The number of new data obtained by this method actually looks higher than it
really is. For instance many pages found this way have a URL that starts
with http://xmlns.com/wordnet/1.6/. There are not too many distinct hosts.


> I would suspect that there is a large number of HTML pages with linked RDF
> data - in fact it might be worth comparing the difference in the number of
> pages using the different embedding/linking techniques described in Sean
> Palmer's paper (URL anyone?).

That's actually not the case. Almost all links are to http://xmlns.com/,
http://purl.org/, http://www.w3.org/, etc. A lot of the links come from
within that site (e.g. one Wordnet concept having a link to another). RDF
embedded in HTML seems to be the exception.
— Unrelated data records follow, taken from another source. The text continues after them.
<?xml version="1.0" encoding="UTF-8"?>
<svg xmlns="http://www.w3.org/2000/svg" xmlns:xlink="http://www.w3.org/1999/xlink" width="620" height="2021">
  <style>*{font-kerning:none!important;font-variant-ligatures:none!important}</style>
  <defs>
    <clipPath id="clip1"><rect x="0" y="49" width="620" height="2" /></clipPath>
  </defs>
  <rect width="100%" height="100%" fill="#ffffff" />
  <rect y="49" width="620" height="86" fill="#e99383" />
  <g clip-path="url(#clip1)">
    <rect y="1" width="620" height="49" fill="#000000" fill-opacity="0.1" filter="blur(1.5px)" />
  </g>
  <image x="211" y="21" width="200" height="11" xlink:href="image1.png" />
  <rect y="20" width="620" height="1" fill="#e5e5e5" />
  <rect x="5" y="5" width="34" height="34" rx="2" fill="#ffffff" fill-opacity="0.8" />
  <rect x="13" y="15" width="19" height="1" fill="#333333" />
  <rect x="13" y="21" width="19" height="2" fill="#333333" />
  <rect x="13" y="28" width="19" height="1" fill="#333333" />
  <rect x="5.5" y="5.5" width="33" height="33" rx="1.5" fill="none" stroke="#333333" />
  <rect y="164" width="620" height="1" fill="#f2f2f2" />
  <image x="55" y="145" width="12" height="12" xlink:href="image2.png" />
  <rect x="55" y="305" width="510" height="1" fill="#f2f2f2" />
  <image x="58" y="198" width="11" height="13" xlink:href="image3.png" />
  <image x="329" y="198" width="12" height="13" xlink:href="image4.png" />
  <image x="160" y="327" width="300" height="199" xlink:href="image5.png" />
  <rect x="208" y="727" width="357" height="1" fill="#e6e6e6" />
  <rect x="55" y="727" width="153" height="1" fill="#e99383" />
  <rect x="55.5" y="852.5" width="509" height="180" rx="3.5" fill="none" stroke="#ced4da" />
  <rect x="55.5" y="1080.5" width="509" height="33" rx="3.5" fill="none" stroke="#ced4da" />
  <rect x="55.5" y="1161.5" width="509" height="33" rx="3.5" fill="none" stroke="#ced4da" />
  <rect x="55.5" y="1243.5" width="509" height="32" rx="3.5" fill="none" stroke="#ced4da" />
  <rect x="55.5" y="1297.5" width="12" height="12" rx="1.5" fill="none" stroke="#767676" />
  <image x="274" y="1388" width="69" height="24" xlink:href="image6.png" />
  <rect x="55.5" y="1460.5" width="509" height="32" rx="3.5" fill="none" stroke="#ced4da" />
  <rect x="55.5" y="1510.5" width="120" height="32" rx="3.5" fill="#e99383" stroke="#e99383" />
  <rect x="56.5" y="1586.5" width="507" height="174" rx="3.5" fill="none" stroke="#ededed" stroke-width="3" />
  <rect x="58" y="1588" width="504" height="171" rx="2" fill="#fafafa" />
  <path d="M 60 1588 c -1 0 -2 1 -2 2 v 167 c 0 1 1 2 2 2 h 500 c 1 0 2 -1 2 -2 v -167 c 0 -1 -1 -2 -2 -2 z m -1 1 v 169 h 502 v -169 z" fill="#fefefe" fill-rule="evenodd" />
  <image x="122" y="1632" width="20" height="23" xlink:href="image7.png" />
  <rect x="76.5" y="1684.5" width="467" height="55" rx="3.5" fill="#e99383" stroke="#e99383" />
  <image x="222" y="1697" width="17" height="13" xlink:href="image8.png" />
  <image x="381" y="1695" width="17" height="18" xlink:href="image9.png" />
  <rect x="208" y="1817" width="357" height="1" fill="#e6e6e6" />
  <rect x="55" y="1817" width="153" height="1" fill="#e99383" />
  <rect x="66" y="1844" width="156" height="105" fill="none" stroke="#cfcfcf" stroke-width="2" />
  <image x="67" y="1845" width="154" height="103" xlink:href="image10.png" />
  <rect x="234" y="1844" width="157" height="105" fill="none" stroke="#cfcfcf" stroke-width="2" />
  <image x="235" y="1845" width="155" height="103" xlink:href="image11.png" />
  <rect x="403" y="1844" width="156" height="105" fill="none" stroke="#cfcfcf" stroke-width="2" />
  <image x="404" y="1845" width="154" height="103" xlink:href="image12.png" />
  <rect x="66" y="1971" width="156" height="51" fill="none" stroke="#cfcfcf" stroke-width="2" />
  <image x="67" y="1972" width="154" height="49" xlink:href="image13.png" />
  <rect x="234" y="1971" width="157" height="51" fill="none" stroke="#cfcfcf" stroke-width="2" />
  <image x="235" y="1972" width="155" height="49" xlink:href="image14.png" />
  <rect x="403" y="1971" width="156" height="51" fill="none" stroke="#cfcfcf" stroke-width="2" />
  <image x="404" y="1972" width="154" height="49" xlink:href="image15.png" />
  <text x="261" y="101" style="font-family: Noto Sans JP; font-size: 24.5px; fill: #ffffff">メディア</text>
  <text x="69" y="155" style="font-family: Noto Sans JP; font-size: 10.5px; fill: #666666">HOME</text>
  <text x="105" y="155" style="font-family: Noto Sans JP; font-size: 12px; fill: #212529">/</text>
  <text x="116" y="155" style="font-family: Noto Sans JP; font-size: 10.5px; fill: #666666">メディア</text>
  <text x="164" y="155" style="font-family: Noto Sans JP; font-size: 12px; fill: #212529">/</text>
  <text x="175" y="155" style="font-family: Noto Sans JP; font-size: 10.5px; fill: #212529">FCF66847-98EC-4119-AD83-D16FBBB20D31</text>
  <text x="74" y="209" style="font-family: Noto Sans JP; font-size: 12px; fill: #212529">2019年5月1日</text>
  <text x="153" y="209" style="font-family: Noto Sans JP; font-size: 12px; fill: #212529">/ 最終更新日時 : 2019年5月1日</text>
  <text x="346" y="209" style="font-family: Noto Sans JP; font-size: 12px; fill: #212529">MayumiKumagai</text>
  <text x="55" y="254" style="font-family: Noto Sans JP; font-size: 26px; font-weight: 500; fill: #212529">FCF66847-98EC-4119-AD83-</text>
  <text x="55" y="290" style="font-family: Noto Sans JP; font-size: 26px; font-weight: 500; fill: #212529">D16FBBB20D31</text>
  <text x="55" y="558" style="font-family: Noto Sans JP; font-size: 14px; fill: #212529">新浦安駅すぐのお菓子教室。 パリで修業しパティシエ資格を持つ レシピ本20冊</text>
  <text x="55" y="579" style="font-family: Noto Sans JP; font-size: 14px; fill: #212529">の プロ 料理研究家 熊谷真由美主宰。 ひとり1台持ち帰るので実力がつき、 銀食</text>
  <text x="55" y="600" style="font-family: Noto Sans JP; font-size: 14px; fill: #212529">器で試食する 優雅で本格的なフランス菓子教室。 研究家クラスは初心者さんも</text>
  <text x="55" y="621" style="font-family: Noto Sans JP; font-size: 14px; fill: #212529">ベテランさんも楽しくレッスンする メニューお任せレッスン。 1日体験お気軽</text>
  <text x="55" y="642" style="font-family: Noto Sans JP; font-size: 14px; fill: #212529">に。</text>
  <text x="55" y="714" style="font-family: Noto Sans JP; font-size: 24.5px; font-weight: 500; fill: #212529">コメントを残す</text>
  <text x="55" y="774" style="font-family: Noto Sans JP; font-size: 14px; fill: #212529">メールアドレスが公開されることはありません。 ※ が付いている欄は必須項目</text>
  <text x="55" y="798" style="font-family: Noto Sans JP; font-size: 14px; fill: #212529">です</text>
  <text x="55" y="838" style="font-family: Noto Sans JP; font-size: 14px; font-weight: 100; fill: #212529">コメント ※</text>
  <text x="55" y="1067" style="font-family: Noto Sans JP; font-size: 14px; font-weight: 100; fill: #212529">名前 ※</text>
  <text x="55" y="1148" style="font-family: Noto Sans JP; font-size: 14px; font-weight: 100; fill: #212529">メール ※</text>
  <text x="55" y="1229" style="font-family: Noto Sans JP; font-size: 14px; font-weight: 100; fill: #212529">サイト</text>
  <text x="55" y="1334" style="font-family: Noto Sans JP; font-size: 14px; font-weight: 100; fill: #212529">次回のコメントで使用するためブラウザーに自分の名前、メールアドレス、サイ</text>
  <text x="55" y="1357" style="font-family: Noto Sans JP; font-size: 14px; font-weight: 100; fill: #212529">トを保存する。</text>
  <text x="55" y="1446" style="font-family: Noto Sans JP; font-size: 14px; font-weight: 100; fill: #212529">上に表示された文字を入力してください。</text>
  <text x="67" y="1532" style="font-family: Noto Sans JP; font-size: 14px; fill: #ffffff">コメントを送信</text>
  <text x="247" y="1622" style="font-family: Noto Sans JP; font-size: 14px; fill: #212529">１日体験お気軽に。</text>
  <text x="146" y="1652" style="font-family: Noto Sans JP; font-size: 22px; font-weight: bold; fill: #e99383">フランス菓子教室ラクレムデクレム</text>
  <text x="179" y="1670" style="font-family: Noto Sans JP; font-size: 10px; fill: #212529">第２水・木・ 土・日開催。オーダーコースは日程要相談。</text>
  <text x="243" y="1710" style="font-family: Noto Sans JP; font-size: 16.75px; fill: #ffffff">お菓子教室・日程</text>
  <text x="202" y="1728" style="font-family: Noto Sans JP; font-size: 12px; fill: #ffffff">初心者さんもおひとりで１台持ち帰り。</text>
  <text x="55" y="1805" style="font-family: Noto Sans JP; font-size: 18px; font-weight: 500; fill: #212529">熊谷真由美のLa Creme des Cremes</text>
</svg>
> I'm a little confused about the crawling strategies (must reread), so
> apologies if you're doing this already, I would imagine that
> filtering sites
> so that outgoing links are only crawled if the current page has
> asssociated
> RDF would significantly reduce the bulk of non-RDF associated
> pages without
> removing too many good links.

That's a good idea. Currently the search depth for the crawling strategy is
only two for each of the 20 starting points, which is too low. I'll
implement your suggestion for the next run and increase the depth.


> It would be nice to see an amalgamated vocabulary containing
> terms and their
> usage frequency (and clashes),
> Another possible avenue of exploration on your data - looking at the ratio
> of hubs (statements referring to a lot of other docs) to authorities
> (docs with a lot of incoming references).

Section 3.4 talks about this. Besides the W3C namespaces, only purl.org and
ns.adobe.com are frequently used. I guess with those namespaces, literals
are typically used. We were hoping to find more references to the Open
Directory for instance (you called those authorities), which would be very
useful to categorize online learning modules for instance. However, this is
very uncommon.

Andreas

Received on Monday, 19 August 2002 08:26:54 UTC